» **Your assignment**
Looking at the listing below, how many lines include "Alayena"? Answer with the number only.

Data to process START

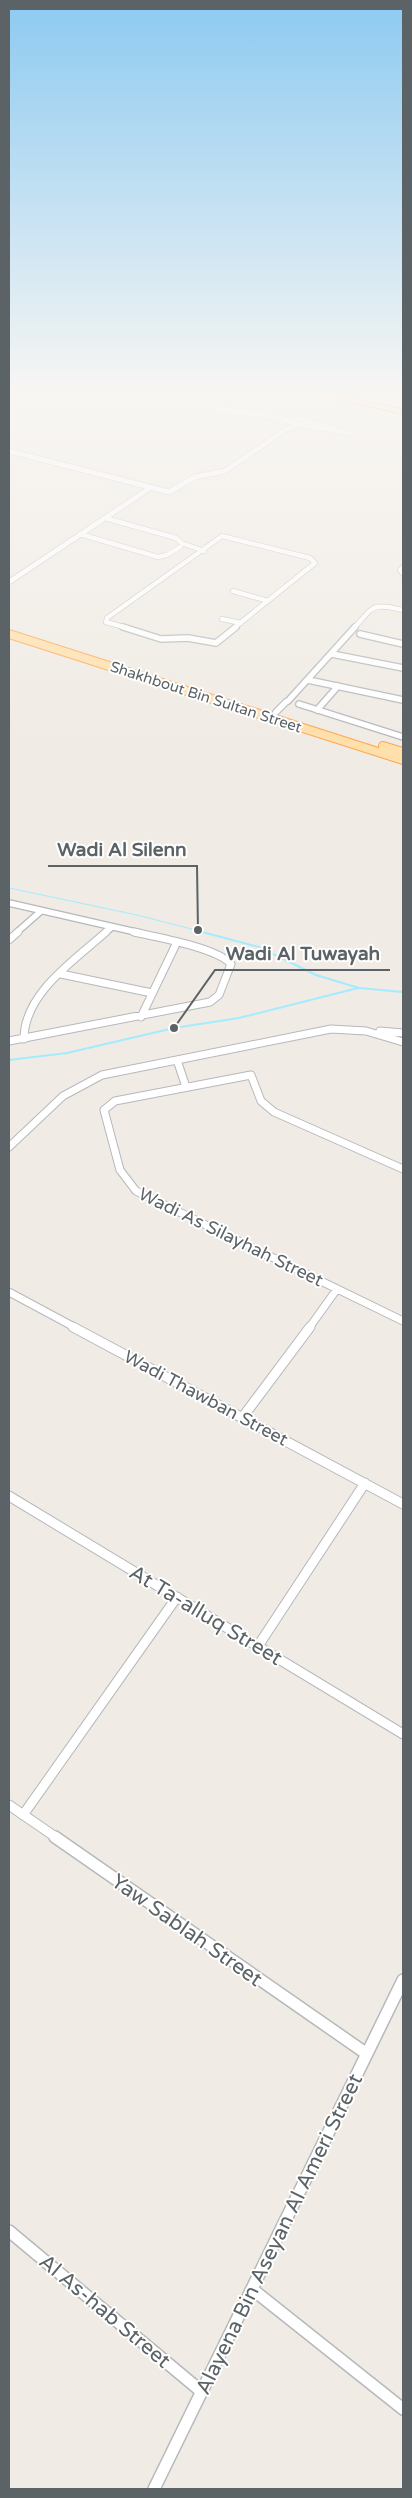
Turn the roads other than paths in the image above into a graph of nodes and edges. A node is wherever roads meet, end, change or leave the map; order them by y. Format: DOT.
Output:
graph roads {
  1 [pos="119,509"];
  2 [pos="105,518"];
  3 [pos="80,534"];
  4 [pos="180,545"];
  5 [pos="203,551"];
  6 [pos="403,567"];
  7 [pos="403,574"];
  8 [pos="9,582"];
  9 [pos="233,591"];
  10 [pos="268,601"];
  11 [pos="403,610"];
  12 [pos="222,619"];
  13 [pos="241,623"];
  14 [pos="9,627"];
  15 [pos="9,634"];
  16 [pos="360,634"];
  17 [pos="403,644"];
  18 [pos="332,654"];
  19 [pos="403,668"];
  20 [pos="308,680"];
  21 [pos="338,686"];
  22 [pos="403,700"];
  23 [pos="299,704"];
  24 [pos="317,710"];
  25 [pos="276,712"];
  26 [pos="403,738"];
  27 [pos="403,752"];
  28 [pos="403,760"];
  29 [pos="9,903"];
  30 [pos="41,912"];
  31 [pos="111,928"];
  32 [pos="9,940"];
  33 [pos="177,942"];
  34 [pos="61,974"];
  35 [pos="152,992"];
  36 [pos="141,1017"];
  37 [pos="361,1030"];
  38 [pos="403,1033"];
  39 [pos="24,1039"];
  40 [pos="9,1041"];
  41 [pos="403,1042"];
  42 [pos="176,1060"];
  43 [pos="186,1087"];
  44 [pos="9,1147"];
  45 [pos="403,1169"];
  46 [pos="337,1289"];
  47 [pos="9,1292"];
  48 [pos="403,1321"];
  49 [pos="242,1418"];
  50 [pos="364,1483"];
  51 [pos="9,1496"];
  52 [pos="403,1504"];
  53 [pos="177,1597"];
  54 [pos="258,1646"];
  55 [pos="403,1734"];
  56 [pos="9,1805"];
  57 [pos="23,1815"];
  58 [pos="403,1980"];
  59 [pos="367,2054"];
  60 [pos="9,2230"];
  61 [pos="252,2289"];
  62 [pos="202,2392"];
  63 [pos="403,2408"];
  64 [pos="154,2489"];
  1 -- 2 [label="street"];
  2 -- 3 [label="street"];
  2 -- 4 [label="street"];
  3 -- 4 [label="street"];
  3 -- 8 [label="street"];
  4 -- 5 [label="street"];
  5 -- 10 [label="street"];
  5 -- 13 [label="street"];
  6 -- 7 [label="street"];
  9 -- 10 [label="street"];
  10 -- 13 [label="street"];
  11 -- 18 [label="street"];
  12 -- 13 [label="street"];
  14 -- 25 [label="main road, Shakhbout Bin Sultan Street"];
  15 -- 28 [label="main road, Shakhbout Bin Sultan Street"];
  16 -- 17 [label="street"];
  18 -- 19 [label="street"];
  18 -- 20 [label="street"];
  20 -- 21 [label="street"];
  20 -- 25 [label="street"];
  21 -- 22 [label="street"];
  21 -- 24 [label="street"];
  23 -- 24 [label="street"];
  24 -- 26 [label="street"];
  25 -- 27 [label="main road, Shakhbout Bin Sultan Street"];
  29 -- 30 [label="street"];
  30 -- 31 [label="street"];
  30 -- 32 [label="street"];
  31 -- 33 [label="street"];
  31 -- 34 [label="street"];
  33 -- 35 [label="street"];
  33 -- 36 [label="street"];
  34 -- 35 [label="street"];
  34 -- 39 [label="street"];
  35 -- 36 [label="street"];
  36 -- 39 [label="street"];
  37 -- 38 [label="street"];
  37 -- 41 [label="street"];
  37 -- 42 [label="street"];
  39 -- 40 [label="street"];
  42 -- 43 [label="street"];
  42 -- 44 [label="street"];
  43 -- 45 [label="street, Wadi As Silayhah Street"];
  43 -- 46 [label="street, Wadi As Silayhah Street"];
  46 -- 48 [label="street, Wadi As Silayhah Street"];
  46 -- 49 [label="street"];
  47 -- 49 [label="street, Wadi Thawban Street"];
  49 -- 50 [label="street, Wadi Thawban Street"];
  50 -- 52 [label="street, Wadi Thawban Street"];
  50 -- 54 [label="street"];
  51 -- 53 [label="street, At Ta-alluq Street"];
  53 -- 54 [label="street, At Ta-alluq Street"];
  53 -- 57 [label="street"];
  54 -- 55 [label="street, At Ta-alluq Street"];
  56 -- 57 [label="street, Yaw Sablah Street"];
  57 -- 59 [label="street, Yaw Sablah Street"];
  58 -- 59 [label="street, Alayena Bin Aseyan Al Ameri Street"];
  59 -- 61 [label="street, Alayena Bin Aseyan Al Ameri Street"];
  60 -- 62 [label="street, Al As-hab Street"];
  61 -- 62 [label="street, Alayena Bin Aseyan Al Ameri Street"];
  61 -- 63 [label="street"];
  62 -- 64 [label="street, Alayena Bin Aseyan Al Ameri Street"];
}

Data to process END

» **Answer**
4